The hateful answer is “that depends”–  not on her psychology so much as on her physiology.

Kartini Clinic’s Weight Restoration 2.0, about which I have written and Dr Moshtael lectured, is an advance in weight/health restoration that involves examining a patient’s own biological parameters to help time their return to full activity, and even to set weight gain goals.  We look at nutritional/fueling parameters such as C3 and Total T3, we look at leptin and various sex hormones, we look at the thyroid and more.

Many insights about physiological restoration in eating disorders come to us from the research on obesity and dieting.  There are many, many physiological similarities between our patients who have lost weight because of anorexia nervosa and those who have dieted because of obesity.  Metabolic derangements due to low food intake are very rapid.  Compensatory responses from the brain take place, perhaps even within hours.  This “rapid response” is necessary under conditions of famine in order to “turn down” the metabolic fires to conserve energy and keep the person alive long enough to seek food.  And, as we have discussed in other blogs, and as Ancel Keys so elegantly documented, hormones and neuropeptides that promote appetite go into hyper-drive:  ghrelin, PYY and others;  and the gut is slowed down in order to hang on to food longer (constipation and bloating anyone?).

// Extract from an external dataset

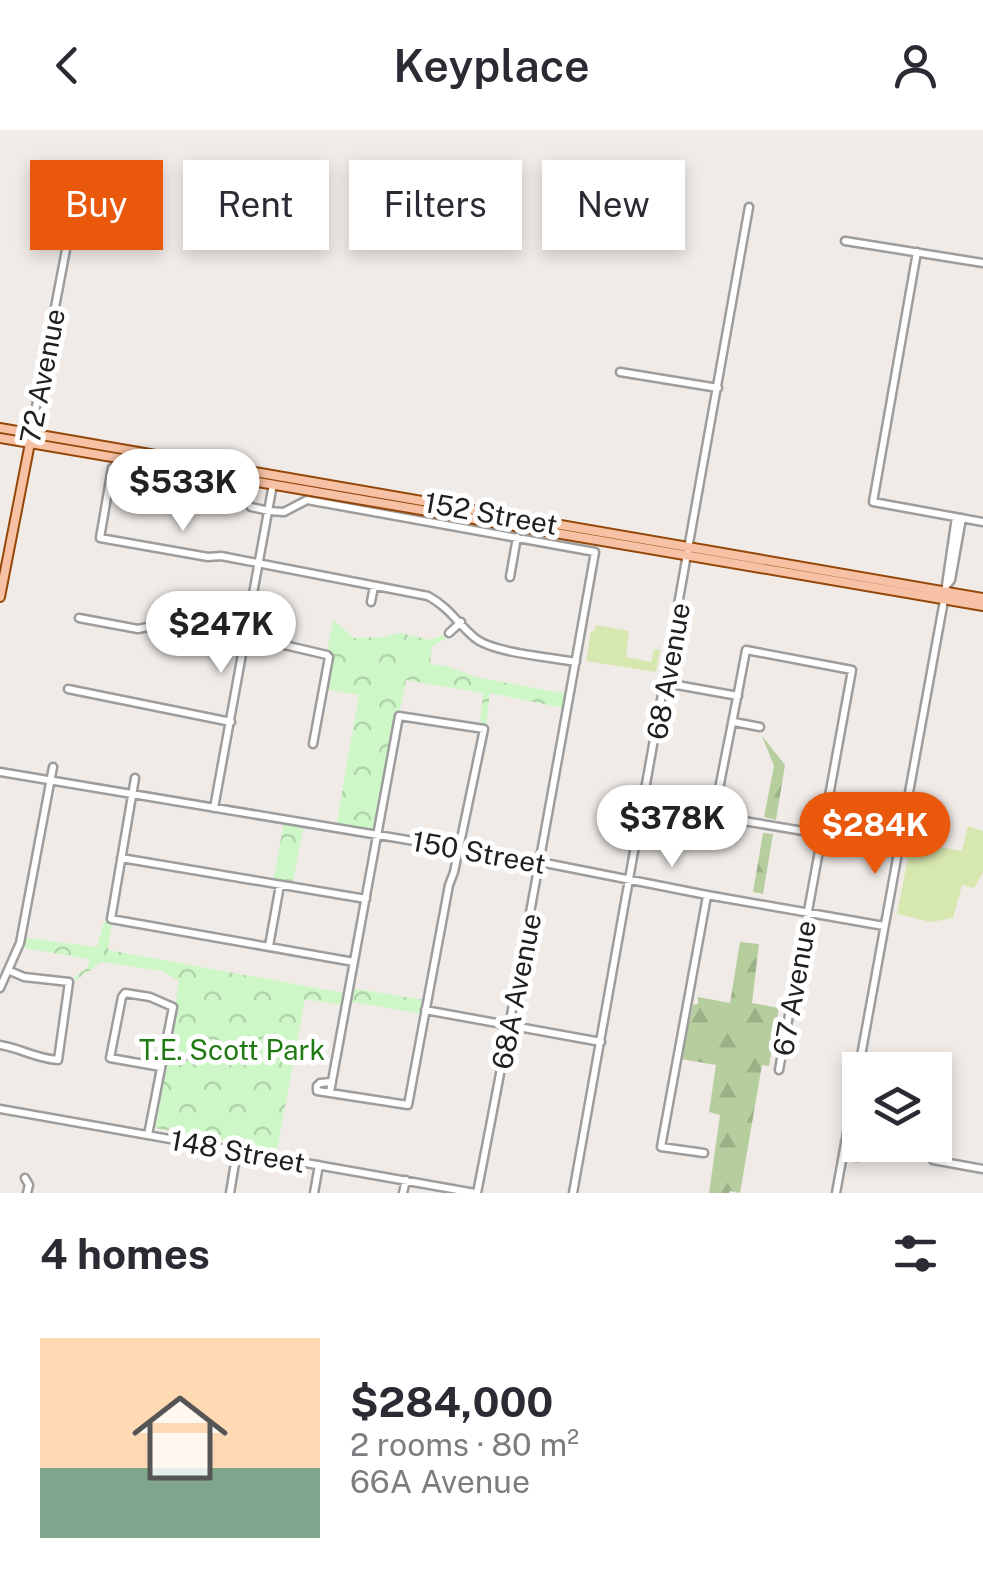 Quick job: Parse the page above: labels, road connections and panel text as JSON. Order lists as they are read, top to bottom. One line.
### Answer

When food once again becomes available, the person’s biochemistry returns to normal—but here’s the catch: slowly.  The brain is deeply suspicious about environmental food security and cares little about our aesthetic concerns (what do I look like?  Am I too fat around the middle?)  Middle, schmiddle, it just wants you to stay alive.

Here’s an interesting and relevant article from the New England Journal of Medicine which I urge you to read.  Plough through the technical bits, about every other sentence appears to be in common English and that is enough to make it understandable.  Although the authors were principally interested in why people gained weight so readily after “successful” dieting (answer: it’s their physiology not their lack of moral fiber), their observations are relevant to our patients.   They found that metabolism does not return to baseline for 12 months or more, as is also true for many of the reactive hormones such as leptin.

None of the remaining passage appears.